[Items listed in a dataset]
[Start of Attachment]

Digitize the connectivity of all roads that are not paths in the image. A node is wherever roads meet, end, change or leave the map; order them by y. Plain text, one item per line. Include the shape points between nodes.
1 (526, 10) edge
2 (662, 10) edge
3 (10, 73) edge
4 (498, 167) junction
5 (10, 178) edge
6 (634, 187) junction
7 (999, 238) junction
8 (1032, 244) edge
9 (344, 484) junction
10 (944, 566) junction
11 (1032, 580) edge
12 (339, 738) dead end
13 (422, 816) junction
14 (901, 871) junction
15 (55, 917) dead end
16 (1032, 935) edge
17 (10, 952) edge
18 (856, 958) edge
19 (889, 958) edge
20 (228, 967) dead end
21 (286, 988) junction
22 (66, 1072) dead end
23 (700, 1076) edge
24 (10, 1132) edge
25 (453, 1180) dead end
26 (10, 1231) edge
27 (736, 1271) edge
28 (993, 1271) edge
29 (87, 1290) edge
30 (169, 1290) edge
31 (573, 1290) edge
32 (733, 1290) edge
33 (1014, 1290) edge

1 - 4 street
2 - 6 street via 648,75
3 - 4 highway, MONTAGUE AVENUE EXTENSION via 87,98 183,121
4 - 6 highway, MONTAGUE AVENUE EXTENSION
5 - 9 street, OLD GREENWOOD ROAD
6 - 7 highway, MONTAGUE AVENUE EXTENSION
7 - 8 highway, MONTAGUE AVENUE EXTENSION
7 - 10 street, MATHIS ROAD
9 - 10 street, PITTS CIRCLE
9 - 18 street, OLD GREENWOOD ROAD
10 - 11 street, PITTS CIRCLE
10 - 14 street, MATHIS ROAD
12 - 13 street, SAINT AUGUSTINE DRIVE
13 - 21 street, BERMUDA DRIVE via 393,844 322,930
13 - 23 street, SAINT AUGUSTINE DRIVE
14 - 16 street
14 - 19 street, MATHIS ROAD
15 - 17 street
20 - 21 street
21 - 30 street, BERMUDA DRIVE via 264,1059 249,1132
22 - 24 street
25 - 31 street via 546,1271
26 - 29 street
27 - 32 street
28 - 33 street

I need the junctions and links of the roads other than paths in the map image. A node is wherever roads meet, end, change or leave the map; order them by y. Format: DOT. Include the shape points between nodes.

[End of Attachment]
[Start of Attachment]

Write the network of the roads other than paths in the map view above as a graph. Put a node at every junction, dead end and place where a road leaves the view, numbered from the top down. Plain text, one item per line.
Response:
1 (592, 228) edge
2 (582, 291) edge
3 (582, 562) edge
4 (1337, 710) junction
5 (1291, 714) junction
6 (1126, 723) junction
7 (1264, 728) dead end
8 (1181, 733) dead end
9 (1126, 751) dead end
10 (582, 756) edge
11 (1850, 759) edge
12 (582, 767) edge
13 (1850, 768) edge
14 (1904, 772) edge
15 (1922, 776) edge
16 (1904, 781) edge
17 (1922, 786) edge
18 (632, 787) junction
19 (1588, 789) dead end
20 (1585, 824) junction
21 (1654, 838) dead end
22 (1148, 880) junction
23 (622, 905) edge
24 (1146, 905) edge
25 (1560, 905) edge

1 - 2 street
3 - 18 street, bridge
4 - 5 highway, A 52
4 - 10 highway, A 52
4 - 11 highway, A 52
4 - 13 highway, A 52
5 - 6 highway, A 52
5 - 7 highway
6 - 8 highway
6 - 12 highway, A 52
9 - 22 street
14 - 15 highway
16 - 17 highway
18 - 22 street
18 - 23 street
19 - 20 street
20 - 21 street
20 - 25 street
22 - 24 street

[End of Attachment]

• What you are asked to do: State the number of lines in the records that include "than", and write nothing else.

• Task output: 2